* Exercise directions
On the basis of the records below, report how many lines contain the word "edges". Nothing else should be given.

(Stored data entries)
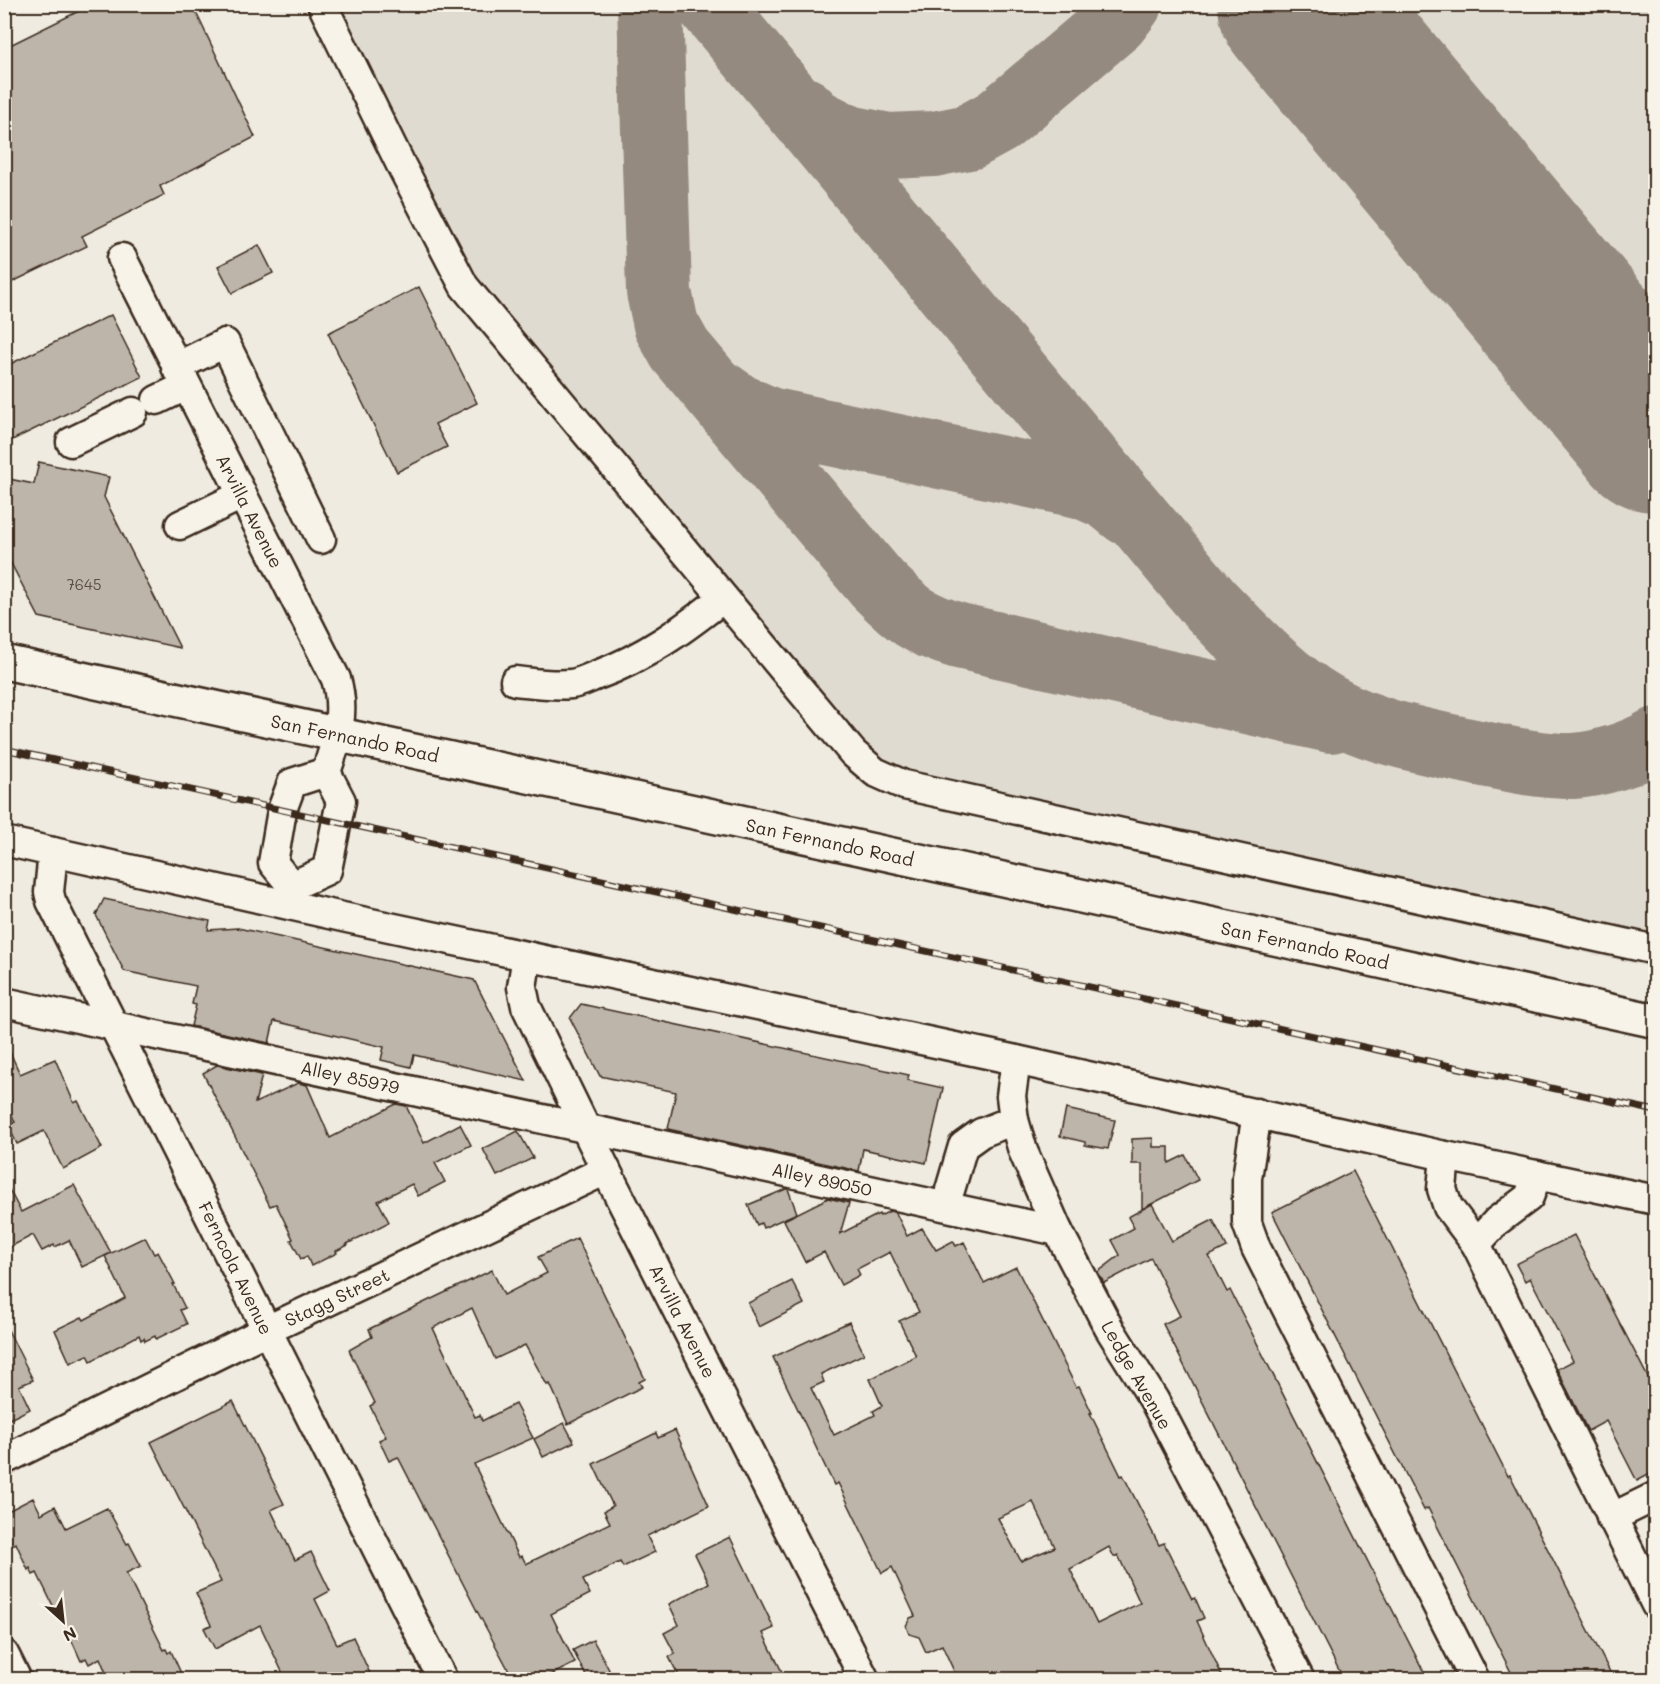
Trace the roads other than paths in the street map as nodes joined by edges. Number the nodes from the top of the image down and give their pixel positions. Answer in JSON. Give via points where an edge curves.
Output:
{"nodes":[{"id":1,"x":322,"y":4,"type":"edge"},
{"id":2,"x":122,"y":258,"type":"dead end"},
{"id":3,"x":181,"y":377,"type":"junction"},
{"id":4,"x":71,"y":442,"type":"dead end"},
{"id":5,"x":242,"y":495,"type":"junction"},
{"id":6,"x":180,"y":525,"type":"dead end"},
{"id":7,"x":321,"y":539,"type":"dead end"},
{"id":8,"x":723,"y":598,"type":"junction"},
{"id":9,"x":4,"y":662,"type":"edge"},
{"id":10,"x":515,"y":681,"type":"dead end"},
{"id":11,"x":339,"y":734,"type":"junction"},
{"id":12,"x":326,"y":772,"type":"junction"},
{"id":13,"x":4,"y":841,"type":"edge"},
{"id":14,"x":53,"y":852,"type":"junction"},
{"id":15,"x":290,"y":895,"type":"junction"},
{"id":16,"x":1656,"y":950,"type":"edge"},
{"id":17,"x":527,"y":956,"type":"junction"},
{"id":18,"x":4,"y":1002,"type":"edge"},
{"id":19,"x":1656,"y":1021,"type":"edge"},
{"id":20,"x":115,"y":1026,"type":"junction"},
{"id":21,"x":1016,"y":1060,"type":"junction"},
{"id":22,"x":1257,"y":1113,"type":"junction"},
{"id":23,"x":1014,"y":1120,"type":"junction"},
{"id":24,"x":585,"y":1128,"type":"junction"},
{"id":25,"x":1445,"y":1156,"type":"junction"},
{"id":26,"x":606,"y":1170,"type":"junction"},
{"id":27,"x":1537,"y":1175,"type":"junction"},
{"id":28,"x":950,"y":1190,"type":"dead end"},
{"id":29,"x":1656,"y":1200,"type":"edge"},
{"id":30,"x":1058,"y":1231,"type":"junction"},
{"id":31,"x":1476,"y":1244,"type":"junction"},
{"id":32,"x":267,"y":1330,"type":"junction"},
{"id":33,"x":4,"y":1460,"type":"edge"},
{"id":34,"x":1656,"y":1496,"type":"edge"},
{"id":35,"x":1611,"y":1518,"type":"junction"},
{"id":36,"x":1656,"y":1605,"type":"edge"},
{"id":37,"x":4,"y":1654,"type":"edge"},
{"id":38,"x":17,"y":1680,"type":"edge"},
{"id":39,"x":443,"y":1680,"type":"edge"},
{"id":40,"x":865,"y":1680,"type":"edge"},
{"id":41,"x":1300,"y":1680,"type":"edge"},
{"id":42,"x":1475,"y":1680,"type":"edge"}],
"edges":[{"from":1,"to":8,"type":"street","via":[[464,286]]},
{"from":2,"to":3,"type":"street","name":"Arvilla Avenue"},
{"from":3,"to":4,"type":"street","via":[[145,406]]},
{"from":3,"to":5,"type":"street","name":"Arvilla Avenue"},
{"from":3,"to":7,"type":"street","via":[[225,342]]},
{"from":5,"to":6,"type":"street"},
{"from":5,"to":11,"type":"street","name":"Arvilla Avenue","via":[[336,679],[340,693]]},
{"from":8,"to":10,"type":"street","via":[[664,642],[613,669],[573,684]]},
{"from":8,"to":16,"type":"street","via":[[853,753],[875,772],[903,785]]},
{"from":9,"to":11,"type":"main road","name":"San Fernando Road"},
{"from":11,"to":12,"type":"street","name":"Arvilla Avenue"},
{"from":11,"to":19,"type":"main road","name":"San Fernando Road"},
{"from":12,"to":15,"type":"street","via":[[341,801],[327,870]]},
{"from":12,"to":15,"type":"street","via":[[292,783],[282,810],[273,863]]},
{"from":13,"to":14,"type":"street"},
{"from":14,"to":15,"type":"street"},
{"from":14,"to":20,"type":"street","name":"Ferncola Avenue","via":[[51,901]]},
{"from":15,"to":17,"type":"street"},
{"from":17,"to":21,"type":"street"},
{"from":17,"to":24,"type":"street","name":"Arvilla Avenue","via":[[522,987],[526,1006]]},
{"from":18,"to":20,"type":"street","name":"Alley 85979"},
{"from":20,"to":24,"type":"street","name":"Alley 85979"},
{"from":20,"to":32,"type":"street","name":"Ferncola Avenue"},
{"from":21,"to":22,"type":"street"},
{"from":21,"to":23,"type":"street","name":"Ledge Avenue","via":[[1011,1096]]},
{"from":22,"to":25,"type":"street"},
{"from":22,"to":42,"type":"street","via":[[1247,1178],[1247,1223],[1256,1248]]},
{"from":23,"to":28,"type":"street","via":[[981,1133],[963,1146]]},
{"from":23,"to":30,"type":"street","name":"Ledge Avenue","via":[[1023,1151]]},
{"from":24,"to":26,"type":"street","name":"Arvilla Avenue"},
{"from":24,"to":30,"type":"street","name":"Alley 89050"},
{"from":25,"to":27,"type":"street"},
{"from":25,"to":31,"type":"street","via":[[1442,1189],[1448,1207]]},
{"from":26,"to":32,"type":"street","name":"Stagg Street"},
{"from":26,"to":40,"type":"street","name":"Arvilla Avenue"},
{"from":27,"to":29,"type":"street"},
{"from":27,"to":31,"type":"street","via":[[1529,1197],[1497,1221]]},
{"from":30,"to":41,"type":"street","name":"Ledge Avenue","via":[[1109,1328],[1154,1400]]},
{"from":31,"to":35,"type":"street"},
{"from":32,"to":33,"type":"street","name":"Stagg Street"},
{"from":32,"to":39,"type":"street","name":"Ferncola Avenue"},
{"from":34,"to":35,"type":"street"},
{"from":35,"to":36,"type":"street"},
{"from":37,"to":38,"type":"street"}]}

* Expected output
2